**Data to examine:**
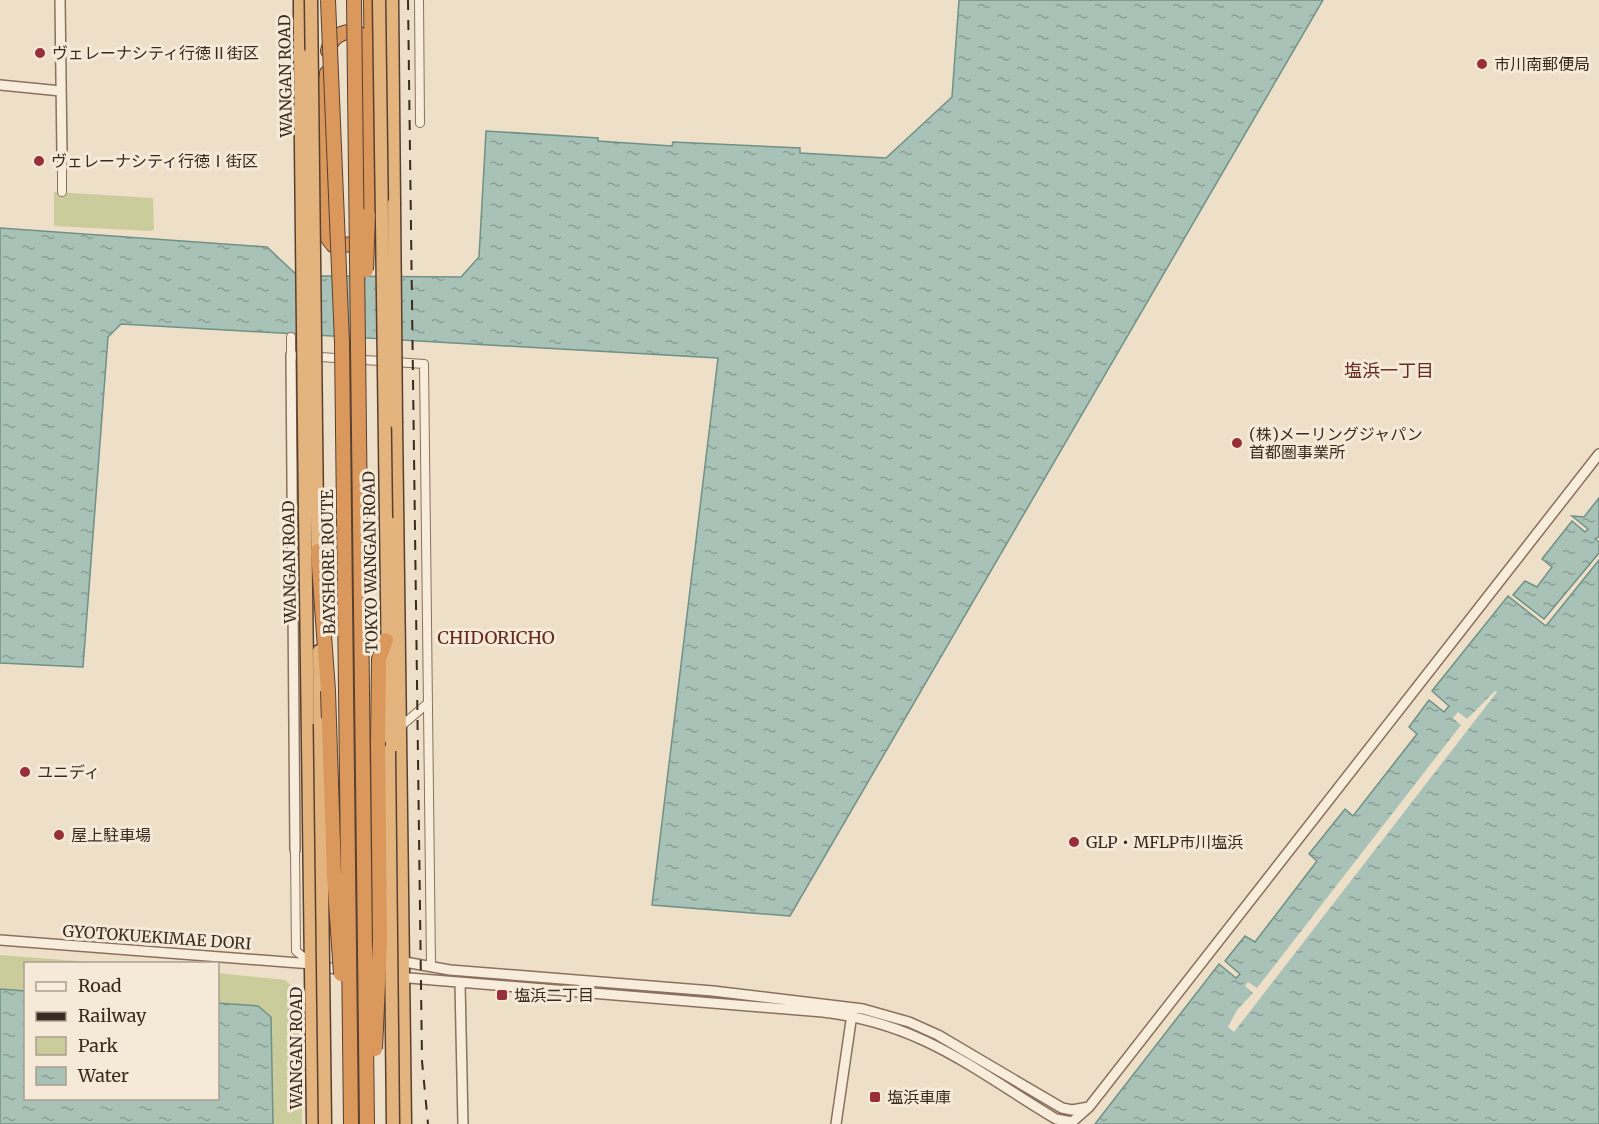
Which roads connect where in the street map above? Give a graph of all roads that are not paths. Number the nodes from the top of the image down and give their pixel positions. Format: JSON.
{"nodes":[{"id":1,"x":60,"y":0,"type":"edge"},
{"id":2,"x":300,"y":0,"type":"edge"},
{"id":3,"x":311,"y":0,"type":"edge"},
{"id":4,"x":328,"y":0,"type":"edge"},
{"id":5,"x":354,"y":0,"type":"edge"},
{"id":6,"x":370,"y":0,"type":"edge"},
{"id":7,"x":379,"y":0,"type":"edge"},
{"id":8,"x":392,"y":0,"type":"edge"},
{"id":9,"x":419,"y":0,"type":"edge"},
{"id":10,"x":0,"y":85,"type":"edge"},
{"id":11,"x":61,"y":91,"type":"junction"},
{"id":12,"x":420,"y":123,"type":"dead end"},
{"id":13,"x":62,"y":156,"type":"joint"},
{"id":14,"x":303,"y":183,"type":"junction"},
{"id":15,"x":62,"y":192,"type":"dead end"},
{"id":16,"x":394,"y":204,"type":"junction"},
{"id":17,"x":291,"y":337,"type":"dead end"},
{"id":18,"x":291,"y":355,"type":"junction"},
{"id":19,"x":358,"y":357,"type":"junction"},
{"id":20,"x":316,"y":358,"type":"junction"},
{"id":21,"x":384,"y":399,"type":"junction"},
{"id":22,"x":1599,"y":453,"type":"edge"},
{"id":23,"x":311,"y":513,"type":"junction"},
{"id":24,"x":392,"y":518,"type":"junction"},
{"id":25,"x":318,"y":550,"type":"junction"},
{"id":26,"x":386,"y":640,"type":"joint"},
{"id":27,"x":428,"y":703,"type":"junction"},
{"id":28,"x":400,"y":727,"type":"junction"},
{"id":29,"x":383,"y":747,"type":"junction"},
{"id":30,"x":295,"y":850,"type":"joint"},
{"id":31,"x":0,"y":940,"type":"edge"},
{"id":32,"x":403,"y":962,"type":"junction"},
{"id":33,"x":312,"y":964,"type":"junction"},
{"id":34,"x":431,"y":966,"type":"junction"},
{"id":35,"x":522,"y":976,"type":"junction"},
{"id":36,"x":403,"y":977,"type":"junction"},
{"id":37,"x":596,"y":982,"type":"junction"},
{"id":38,"x":460,"y":983,"type":"junction"},
{"id":39,"x":521,"y":988,"type":"junction"},
{"id":40,"x":712,"y":991,"type":"junction"},
{"id":41,"x":596,"y":994,"type":"junction"},
{"id":42,"x":766,"y":998,"type":"junction"},
{"id":43,"x":712,"y":1004,"type":"junction"},
{"id":44,"x":349,"y":1005,"type":"junction"},
{"id":45,"x":801,"y":1006,"type":"junction"},
{"id":46,"x":766,"y":1008,"type":"junction"},
{"id":47,"x":852,"y":1012,"type":"junction"},
{"id":48,"x":1043,"y":1097,"type":"junction"},
{"id":49,"x":1037,"y":1107,"type":"junction"},
{"id":50,"x":1089,"y":1107,"type":"junction"},
{"id":51,"x":313,"y":1124,"type":"edge"},
{"id":52,"x":325,"y":1124,"type":"edge"},
{"id":53,"x":351,"y":1124,"type":"edge"},
{"id":54,"x":367,"y":1124,"type":"edge"},
{"id":55,"x":374,"y":1124,"type":"edge"},
{"id":56,"x":393,"y":1124,"type":"edge"},
{"id":57,"x":405,"y":1124,"type":"edge"},
{"id":58,"x":463,"y":1124,"type":"edge"},
{"id":59,"x":836,"y":1124,"type":"edge"}],
"edges":[{"from":1,"to":11,"type":"street"},
{"from":2,"to":14,"type":"highway","name":"WANGAN ROAD","bridge":true},
{"from":3,"to":20,"type":"highway","bridge":true},
{"from":4,"to":44,"type":"highway","name":"BAYSHORE ROUTE","bridge":true},
{"from":5,"to":19,"type":"highway","name":"BAYSHORE ROUTE","bridge":true},
{"from":6,"to":19,"type":"highway","bridge":true},
{"from":7,"to":21,"type":"highway","name":"TOKYO WANGAN ROAD","bridge":true},
{"from":8,"to":16,"type":"highway"},
{"from":9,"to":12,"type":"street"},
{"from":10,"to":11,"type":"street"},
{"from":11,"to":13,"type":"street"},
{"from":13,"to":15,"type":"street"},
{"from":14,"to":20,"type":"highway","bridge":true},
{"from":14,"to":23,"type":"highway","name":"WANGAN ROAD","bridge":true},
{"from":16,"to":21,"type":"highway","bridge":true},
{"from":16,"to":24,"type":"highway","bridge":true},
{"from":17,"to":18,"type":"street"},
{"from":18,"to":27,"type":"street"},
{"from":18,"to":30,"type":"street"},
{"from":19,"to":54,"type":"highway","name":"BAYSHORE ROUTE","bridge":true},
{"from":20,"to":23,"type":"highway","bridge":true},
{"from":21,"to":24,"type":"highway","name":"TOKYO WANGAN ROAD","bridge":true},
{"from":22,"to":50,"type":"street"},
{"from":23,"to":25,"type":"highway"},
{"from":23,"to":33,"type":"highway","name":"WANGAN ROAD"},
{"from":24,"to":26,"type":"highway","name":"TOKYO WANGAN ROAD"},
{"from":24,"to":28,"type":"highway"},
{"from":25,"to":44,"type":"highway","bridge":true},
{"from":25,"to":52,"type":"highway","bridge":true},
{"from":26,"to":29,"type":"highway"},
{"from":27,"to":28,"type":"street"},
{"from":27,"to":34,"type":"street"},
{"from":28,"to":32,"type":"highway"},
{"from":29,"to":55,"type":"highway","bridge":true},
{"from":29,"to":56,"type":"highway","bridge":true},
{"from":30,"to":33,"type":"street"},
{"from":31,"to":33,"type":"street","name":"GYOTOKUEKIMAE DORI"},
{"from":32,"to":33,"type":"street"},
{"from":32,"to":34,"type":"street"},
{"from":32,"to":36,"type":"highway"},
{"from":33,"to":36,"type":"street"},
{"from":33,"to":51,"type":"highway","name":"WANGAN ROAD"},
{"from":34,"to":35,"type":"street"},
{"from":35,"to":37,"type":"street"},
{"from":35,"to":39,"type":"street"},
{"from":36,"to":38,"type":"street"},
{"from":36,"to":57,"type":"highway"},
{"from":37,"to":40,"type":"street"},
{"from":37,"to":41,"type":"street"},
{"from":38,"to":39,"type":"street"},
{"from":38,"to":58,"type":"street"},
{"from":39,"to":41,"type":"street"},
{"from":40,"to":42,"type":"street"},
{"from":40,"to":43,"type":"street"},
{"from":41,"to":43,"type":"street"},
{"from":42,"to":45,"type":"street"},
{"from":42,"to":46,"type":"street"},
{"from":43,"to":46,"type":"street"},
{"from":44,"to":53,"type":"highway","name":"BAYSHORE ROUTE","bridge":true},
{"from":45,"to":46,"type":"street"},
{"from":45,"to":47,"type":"street"},
{"from":47,"to":48,"type":"street"},
{"from":47,"to":49,"type":"street"},
{"from":47,"to":59,"type":"street"},
{"from":48,"to":49,"type":"street"},
{"from":48,"to":50,"type":"street"},
{"from":49,"to":50,"type":"street"}]}
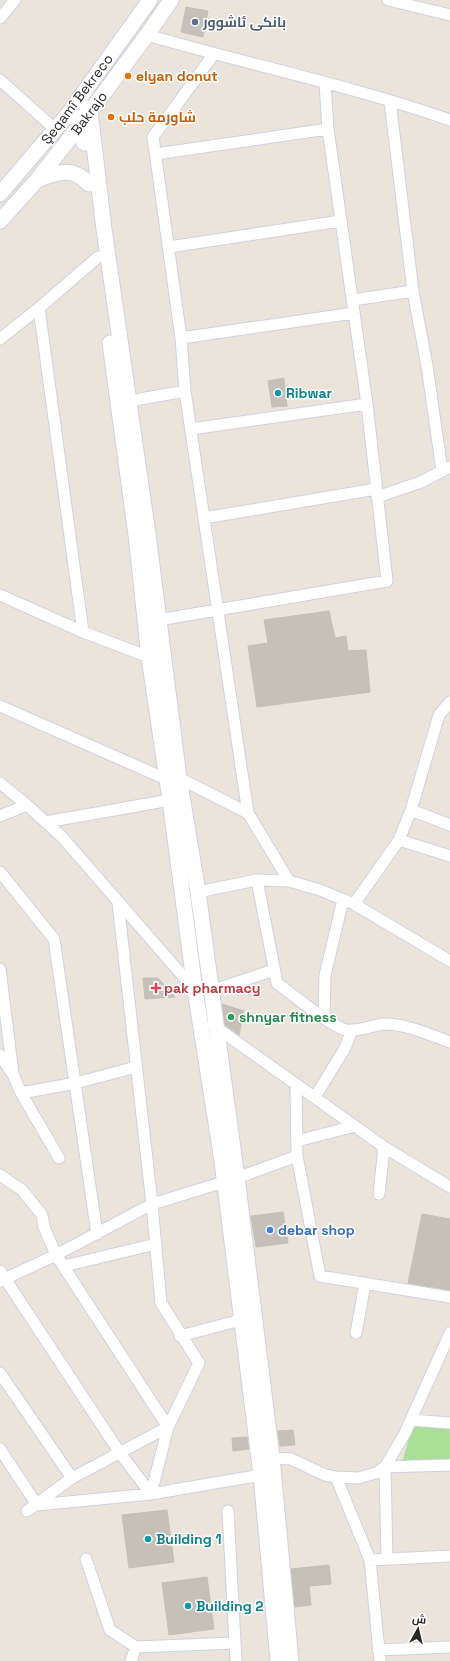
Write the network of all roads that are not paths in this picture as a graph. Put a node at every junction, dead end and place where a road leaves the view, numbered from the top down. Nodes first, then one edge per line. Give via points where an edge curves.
1 (15, 0) edge
2 (150, 0) edge
3 (171, 0) edge
4 (388, 0) edge
5 (450, 15) edge
6 (0, 18) edge
7 (147, 35) junction
8 (214, 54) junction
9 (0, 80) edge
10 (325, 84) junction
11 (390, 101) junction
12 (73, 108) junction
13 (90, 111) junction
14 (450, 123) edge
15 (81, 124) junction
16 (328, 129) junction
17 (56, 130) junction
18 (43, 144) junction
19 (57, 154) junction
20 (156, 154) junction
21 (37, 180) junction
22 (89, 184) junction
23 (0, 194) edge
24 (0, 221) edge
25 (341, 221) junction
26 (169, 247) junction
27 (98, 257) junction
28 (413, 291) junction
29 (353, 300) junction
30 (39, 308) junction
31 (354, 313) junction
32 (181, 338) junction
33 (0, 339) edge
34 (185, 391) junction
35 (129, 401) junction
36 (367, 404) junction
37 (191, 429) junction
38 (446, 469) edge
39 (377, 493) junction
40 (204, 518) junction
41 (0, 596) edge
42 (217, 611) junction
43 (158, 620) junction
44 (83, 632) junction
45 (149, 657) junction
46 (450, 702) edge
47 (0, 706) edge
48 (172, 778) junction
49 (0, 783) edge
50 (170, 800) junction
51 (27, 804) junction
52 (411, 810) junction
53 (248, 813) junction
54 (0, 816) edge
55 (46, 822) junction
56 (450, 825) edge
57 (399, 840) junction
58 (450, 856) edge
59 (0, 872) edge
60 (257, 880) junction
61 (289, 881) junction
62 (198, 892) junction
63 (343, 900) junction
64 (118, 903) junction
65 (354, 904) junction
66 (450, 961) edge
67 (0, 969) edge
68 (274, 970) junction
69 (195, 990) junction
70 (210, 991) junction
71 (324, 1017) junction
72 (200, 1018) junction
73 (215, 1026) junction
74 (352, 1030) junction
75 (450, 1042) edge
76 (0, 1055) edge
77 (136, 1067) junction
78 (13, 1074) junction
79 (76, 1083) junction
80 (296, 1084) junction
81 (21, 1093) junction
82 (315, 1097) junction
83 (355, 1126) junction
84 (297, 1141) junction
85 (384, 1146) junction
86 (297, 1156) junction
87 (59, 1158) dead end
88 (0, 1175) edge
89 (230, 1180) junction
90 (450, 1187) edge
91 (379, 1194) dead end
92 (152, 1204) junction
93 (96, 1234) junction
94 (156, 1244) junction
95 (56, 1255) junction
96 (64, 1266) junction
97 (1, 1277) edge
98 (365, 1284) junction
99 (450, 1297) edge
100 (241, 1320) junction
101 (356, 1333) dead end
102 (450, 1333) edge
103 (180, 1336) junction
104 (0, 1373) edge
105 (411, 1420) junction
106 (450, 1423) edge
107 (168, 1427) junction
108 (0, 1449) edge
109 (120, 1452) junction
110 (272, 1458) junction
111 (450, 1465) edge
112 (385, 1467) junction
113 (261, 1475) junction
114 (336, 1477) junction
115 (72, 1478) junction
116 (151, 1494) junction
117 (32, 1508) junction
118 (228, 1511) dead end
119 (450, 1556) edge
120 (86, 1559) dead end
121 (387, 1559) junction
122 (370, 1560) junction
123 (234, 1643) junction
124 (136, 1647) junction
125 (450, 1647) edge
126 (379, 1656) edge
127 (131, 1661) edge
128 (236, 1661) edge
129 (278, 1661) edge
130 (291, 1661) edge

1 - 6 street
2 - 12 main road, Şeqamî Bekreco
3 - 7 main road, Bakrajo
4 - 5 street
7 - 8 street
7 - 13 main road, Bakrajo
8 - 10 street
8 - 20 street via 153,136
9 - 17 street
10 - 11 street
10 - 16 street
11 - 14 street
11 - 28 street
12 - 13 main road
12 - 15 main road
12 - 17 main road, Şeqamî Bekreco
13 - 15 main road, Bakrajo
13 - 35 main road
15 - 19 main road, Bakrajo
15 - 22 main road
16 - 20 street
16 - 25 street
17 - 18 main road, Şeqamî Bekreco
18 - 19 main road
18 - 23 main road, Şeqamî Bekreco
19 - 21 main road, Bakrajo
20 - 26 street
21 - 22 main road via 55,173 67,172 78,174
21 - 24 main road, Bakrajo
22 - 27 main road
25 - 26 street
25 - 29 street
26 - 32 street
27 - 30 street
27 - 45 main road via 136,535
28 - 29 street
28 - 38 street
29 - 31 street
30 - 33 street
30 - 44 street
31 - 32 street
31 - 36 street
32 - 34 street
34 - 35 street
34 - 37 street
35 - 43 main road
36 - 37 street
36 - 39 street
37 - 40 street
38 - 39 street via 407,487
39 - 40 street
39 - 42 street via 387,581
40 - 42 street
41 - 44 street
42 - 43 street
42 - 53 street
43 - 48 main road
44 - 45 street
45 - 48 main road
46 - 52 street via 439,715
47 - 48 street
48 - 50 main road
48 - 53 street
48 - 62 main road
49 - 51 street
50 - 55 street
50 - 69 main road
51 - 54 street
51 - 55 street
52 - 56 street
52 - 57 street
53 - 61 street
55 - 64 street via 63,838
57 - 58 street
57 - 65 street
59 - 79 street via 54,939
60 - 61 street
60 - 62 street
60 - 68 street
61 - 63 street
62 - 70 main road
63 - 65 street
63 - 71 street via 325,975
64 - 69 street
64 - 77 street
65 - 66 street
67 - 78 street
68 - 70 street
68 - 71 street via 277,983
69 - 72 main road
70 - 73 main road
71 - 74 street via 339,1027
72 - 73 street
72 - 89 main road via 222,1161
73 - 80 street
73 - 89 main road
74 - 75 street via 376,1025 401,1026
74 - 82 street via 345,1048
76 - 78 street
77 - 79 street
77 - 92 street
78 - 81 street
79 - 81 street
79 - 93 street
80 - 82 street
80 - 84 street
81 - 87 street
82 - 83 street
83 - 84 street
83 - 85 street
84 - 86 street
85 - 90 street
85 - 91 street
86 - 89 street
86 - 98 street via 320,1276
88 - 95 street via 22,1190 42,1215 44,1227
89 - 92 street
89 - 100 main road
89 - 110 main road
92 - 93 street
92 - 94 street
93 - 95 street
94 - 96 street
94 - 103 street via 161,1303
95 - 96 street
95 - 97 street
96 - 107 street
97 - 109 street
98 - 99 street
98 - 101 street
100 - 103 street
100 - 113 main road
102 - 105 street
103 - 107 street via 199,1363
104 - 115 street
105 - 106 street
105 - 112 street
107 - 109 street
107 - 116 street
108 - 117 street
109 - 115 street
109 - 116 street
110 - 114 street via 291,1459 325,1475
110 - 130 main road
111 - 112 street
112 - 114 street via 368,1476
112 - 121 street
113 - 116 street
113 - 129 main road
114 - 122 street
115 - 117 street
116 - 117 street
118 - 123 street
119 - 121 street
120 - 124 street via 110,1630
121 - 122 street
122 - 126 street
123 - 124 street
123 - 128 street
124 - 127 street
125 - 126 street

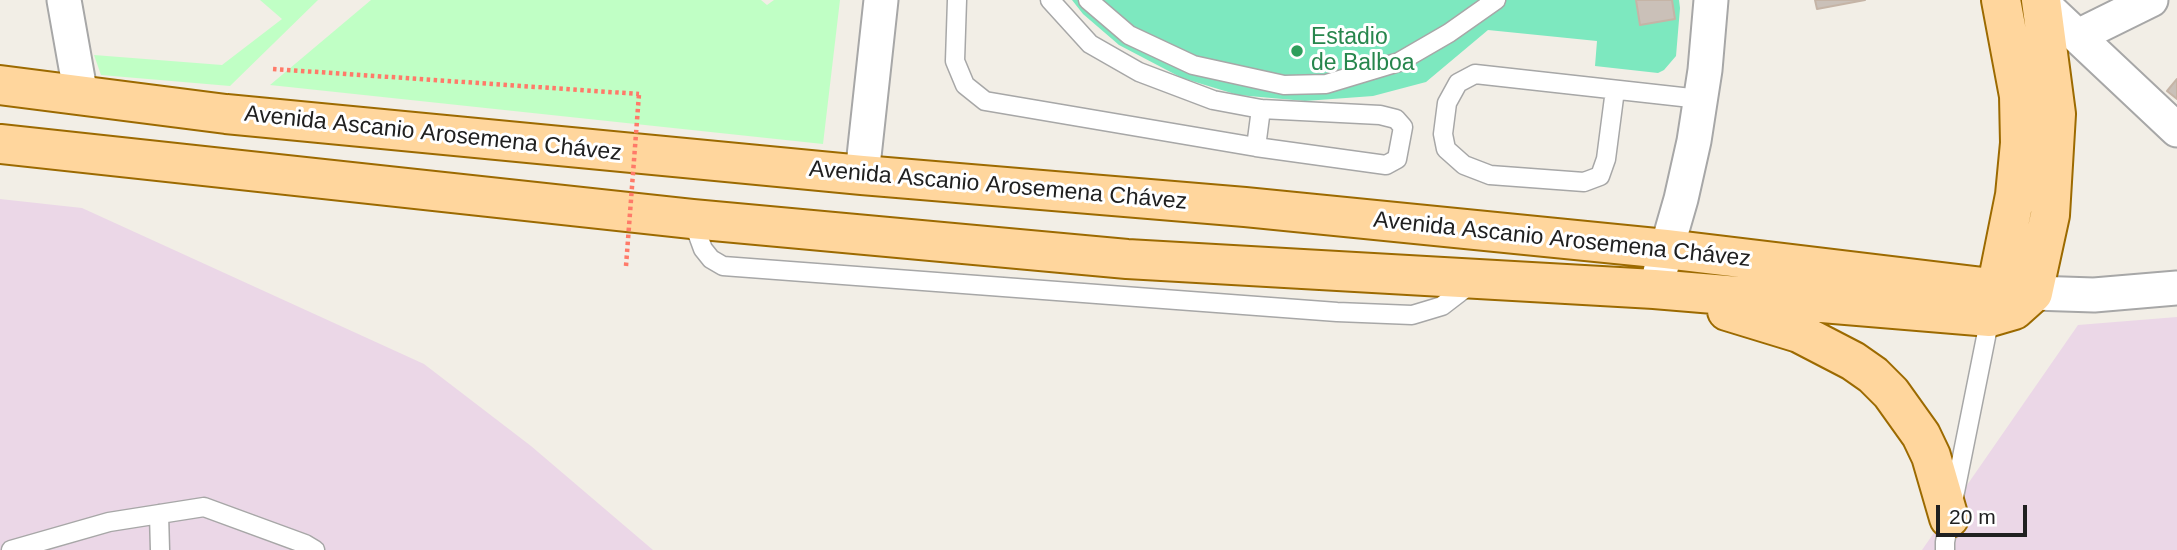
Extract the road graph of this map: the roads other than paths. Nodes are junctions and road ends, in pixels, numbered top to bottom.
1 (64, 0) edge
2 (881, 0) edge
3 (957, 0) edge
4 (1050, 0) edge
5 (1088, 0) edge
6 (1496, 0) edge
7 (1711, 0) edge
8 (2001, 0) edge
9 (2151, 0) edge
10 (2041, 1) edge
11 (2078, 36) junction
12 (0, 85) edge
13 (1615, 90) junction
14 (81, 96) junction
15 (1700, 99) junction
16 (1261, 109) junction
17 (2177, 130) edge
18 (0, 144) edge
19 (1256, 148) junction
20 (864, 157) junction
21 (1667, 249) junction
22 (2177, 288) edge
23 (1654, 289) junction
24 (2033, 293) junction
25 (1993, 303) junction
26 (159, 514) junction
27 (1945, 540) edge
28 (308, 548) edge
29 (13, 550) edge
30 (160, 550) edge

1 - 14 street
2 - 20 street
3 - 19 lane
4 - 16 lane
5 - 6 lane
7 - 15 street
8 - 25 main road
9 - 11 street
10 - 11 street
10 - 24 main road
11 - 17 street
12 - 14 main road, Avenida Ascanio Arosemena Chávez
13 - 13 lane
13 - 15 lane
14 - 20 main road, Avenida Ascanio Arosemena Chávez
15 - 21 street
16 - 19 lane
16 - 19 lane
18 - 23 main road, Avenida Ascanio Arosemena Chávez
20 - 21 main road, Avenida Ascanio Arosemena Chávez
21 - 23 street
21 - 25 main road, Avenida Ascanio Arosemena Chávez
22 - 24 street
23 - 25 main road, Avenida Ascanio Arosemena Chávez
23 - 27 main road
24 - 25 main road
25 - 27 lane
26 - 28 lane
26 - 29 lane
26 - 30 lane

**What you will do:** Search the listing for the word "Ascanio". Copy every line in which it occurs.

**Response to the task:**
12 - 14 main road, Avenida Ascanio Arosemena Chávez
14 - 20 main road, Avenida Ascanio Arosemena Chávez
18 - 23 main road, Avenida Ascanio Arosemena Chávez
20 - 21 main road, Avenida Ascanio Arosemena Chávez
21 - 25 main road, Avenida Ascanio Arosemena Chávez
23 - 25 main road, Avenida Ascanio Arosemena Chávez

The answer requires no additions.